*** Opening of EXERCISE DATA ***

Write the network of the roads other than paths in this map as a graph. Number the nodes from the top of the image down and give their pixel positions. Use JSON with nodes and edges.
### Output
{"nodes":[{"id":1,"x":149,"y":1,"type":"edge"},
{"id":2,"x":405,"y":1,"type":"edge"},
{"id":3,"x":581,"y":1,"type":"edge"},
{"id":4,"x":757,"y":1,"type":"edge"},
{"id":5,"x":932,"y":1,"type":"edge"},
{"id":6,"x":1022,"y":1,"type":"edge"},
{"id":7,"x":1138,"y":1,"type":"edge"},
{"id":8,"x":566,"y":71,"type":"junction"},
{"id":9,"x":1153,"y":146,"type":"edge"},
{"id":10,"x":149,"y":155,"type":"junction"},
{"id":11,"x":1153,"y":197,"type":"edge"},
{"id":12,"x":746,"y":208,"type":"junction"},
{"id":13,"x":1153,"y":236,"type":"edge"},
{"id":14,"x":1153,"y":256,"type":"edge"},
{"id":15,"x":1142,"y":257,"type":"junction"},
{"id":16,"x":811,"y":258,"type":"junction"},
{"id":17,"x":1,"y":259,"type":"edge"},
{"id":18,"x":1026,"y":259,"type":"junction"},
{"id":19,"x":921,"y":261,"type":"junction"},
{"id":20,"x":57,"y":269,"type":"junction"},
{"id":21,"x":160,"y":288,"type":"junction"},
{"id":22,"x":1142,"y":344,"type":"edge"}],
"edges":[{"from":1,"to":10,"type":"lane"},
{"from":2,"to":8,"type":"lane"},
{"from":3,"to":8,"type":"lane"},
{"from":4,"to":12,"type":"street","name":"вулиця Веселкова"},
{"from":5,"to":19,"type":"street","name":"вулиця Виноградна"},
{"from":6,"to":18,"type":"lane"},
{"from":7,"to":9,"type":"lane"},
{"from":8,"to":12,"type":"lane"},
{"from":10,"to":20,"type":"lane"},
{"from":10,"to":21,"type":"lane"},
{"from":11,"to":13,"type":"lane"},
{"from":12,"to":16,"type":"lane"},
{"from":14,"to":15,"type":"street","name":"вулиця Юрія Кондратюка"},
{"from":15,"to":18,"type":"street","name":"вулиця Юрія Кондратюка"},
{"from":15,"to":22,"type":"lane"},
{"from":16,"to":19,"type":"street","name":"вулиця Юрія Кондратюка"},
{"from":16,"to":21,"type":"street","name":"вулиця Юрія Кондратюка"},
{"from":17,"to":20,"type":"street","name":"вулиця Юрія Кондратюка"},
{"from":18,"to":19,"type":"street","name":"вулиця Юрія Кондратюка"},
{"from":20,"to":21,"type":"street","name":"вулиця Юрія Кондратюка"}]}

*** Close of EXERCISE DATA ***

- WHAT THE TASK ASKS -
Transcribe all of the entries without alteration.

- SOLUTION -
Write the network of the roads other than paths in this map as a graph. Number the nodes from the top of the image down and give their pixel positions. Use JSON with nodes and edges.
### Output
{"nodes":[{"id":1,"x":149,"y":1,"type":"edge"},
{"id":2,"x":405,"y":1,"type":"edge"},
{"id":3,"x":581,"y":1,"type":"edge"},
{"id":4,"x":757,"y":1,"type":"edge"},
{"id":5,"x":932,"y":1,"type":"edge"},
{"id":6,"x":1022,"y":1,"type":"edge"},
{"id":7,"x":1138,"y":1,"type":"edge"},
{"id":8,"x":566,"y":71,"type":"junction"},
{"id":9,"x":1153,"y":146,"type":"edge"},
{"id":10,"x":149,"y":155,"type":"junction"},
{"id":11,"x":1153,"y":197,"type":"edge"},
{"id":12,"x":746,"y":208,"type":"junction"},
{"id":13,"x":1153,"y":236,"type":"edge"},
{"id":14,"x":1153,"y":256,"type":"edge"},
{"id":15,"x":1142,"y":257,"type":"junction"},
{"id":16,"x":811,"y":258,"type":"junction"},
{"id":17,"x":1,"y":259,"type":"edge"},
{"id":18,"x":1026,"y":259,"type":"junction"},
{"id":19,"x":921,"y":261,"type":"junction"},
{"id":20,"x":57,"y":269,"type":"junction"},
{"id":21,"x":160,"y":288,"type":"junction"},
{"id":22,"x":1142,"y":344,"type":"edge"}],
"edges":[{"from":1,"to":10,"type":"lane"},
{"from":2,"to":8,"type":"lane"},
{"from":3,"to":8,"type":"lane"},
{"from":4,"to":12,"type":"street","name":"вулиця Веселкова"},
{"from":5,"to":19,"type":"street","name":"вулиця Виноградна"},
{"from":6,"to":18,"type":"lane"},
{"from":7,"to":9,"type":"lane"},
{"from":8,"to":12,"type":"lane"},
{"from":10,"to":20,"type":"lane"},
{"from":10,"to":21,"type":"lane"},
{"from":11,"to":13,"type":"lane"},
{"from":12,"to":16,"type":"lane"},
{"from":14,"to":15,"type":"street","name":"вулиця Юрія Кондратюка"},
{"from":15,"to":18,"type":"street","name":"вулиця Юрія Кондратюка"},
{"from":15,"to":22,"type":"lane"},
{"from":16,"to":19,"type":"street","name":"вулиця Юрія Кондратюка"},
{"from":16,"to":21,"type":"street","name":"вулиця Юрія Кондратюка"},
{"from":17,"to":20,"type":"street","name":"вулиця Юрія Кондратюка"},
{"from":18,"to":19,"type":"street","name":"вулиця Юрія Кондратюка"},
{"from":20,"to":21,"type":"street","name":"вулиця Юрія Кондратюка"}]}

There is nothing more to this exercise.